Certains bailleurs de fonds dont les institutions de la banque mondiale ou d’autres banques internationales incluent, depuis quelques années déjà, des critères de durabilité qui ont attrait aux volets économiques, social et environnemental dans leurs décisions de financement (le dernier exemple en date est la centrale solaire de Ouerzazate dont la première phase  sera financée par la banque mondiale) mais cela ne représente qu’une infime part de l’effort que la communauté humaine doit consentir pour arriver à  un engagement honorable vis à vis des enjeux cités plus haut.

Nos pays en voie de « développement », que je met désormais entre guillemets car il est légitime de se poser la question sur la consistance et le teneur du développement que l’on souhaite à nos pays, doivent plus agir et moins subir et doivent innover pour trouver les mécanismes qui leur permettront d’assumer leurs choix. Car après la nature, c’est au tour des humains de remettre en cause les modèles que l’on s’efforce de suivre. La crise actuelle et les printemps, de quelque nationalité qu’ils soient, que nous vivons aujourd’hui, nous ne donnent-ils pas un dernier avertissement pour repenser à long terme nos stratégies de développement?

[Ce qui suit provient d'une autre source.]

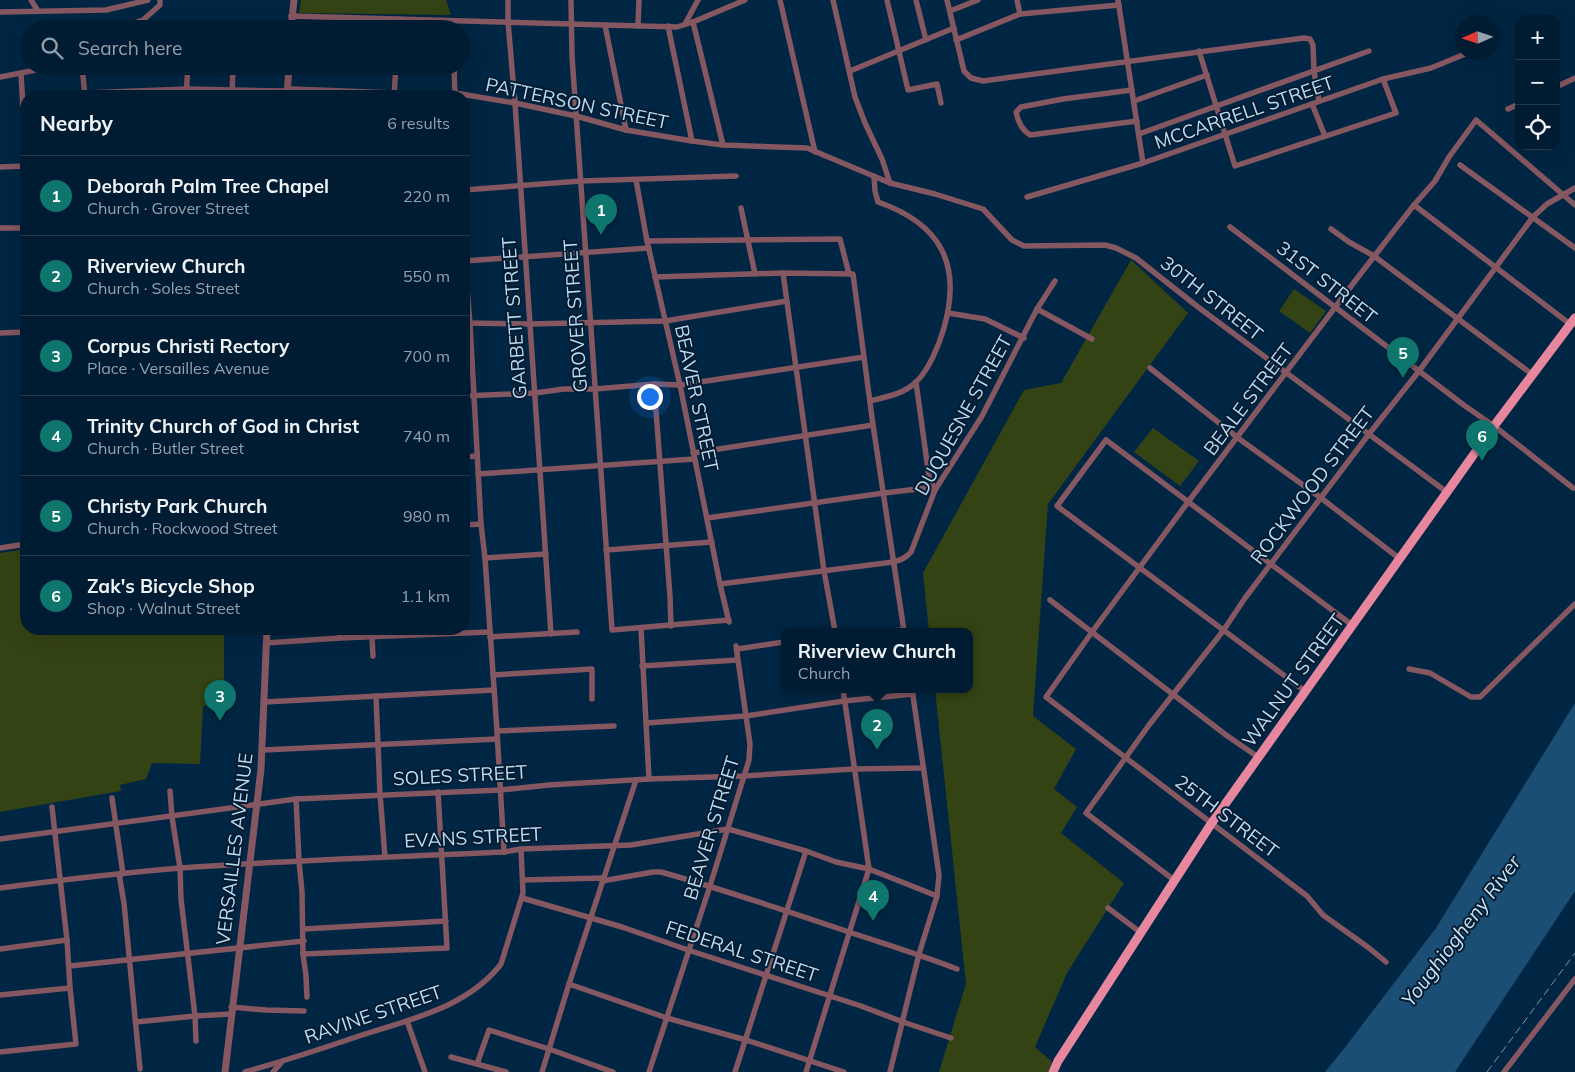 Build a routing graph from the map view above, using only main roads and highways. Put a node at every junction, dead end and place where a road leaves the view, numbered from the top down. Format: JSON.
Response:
{"nodes":[{"id":1,"x":1573,"y":322,"type":"edge"},
{"id":2,"x":1053,"y":1072,"type":"edge"}],
"edges":[{"from":1,"to":2,"type":"main road","name":"WALNUT STREET"}]}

Si je suis tenté de répondre oui, je dois dire que la situation actuelle avec ses différentes alertes n’est pas porteuse que de contraintes mais elle est porteuse aussi de beaucoup d’opportunités pour nos pays : le monde développé est entrain de revoir ses paradigmes, soyons innovants et apportons des solutions alternatives à nous mêmes et à cette partie de notre communauté qui a entamé, depuis déjà quelques années, son militantisme pour un meilleur futur commun.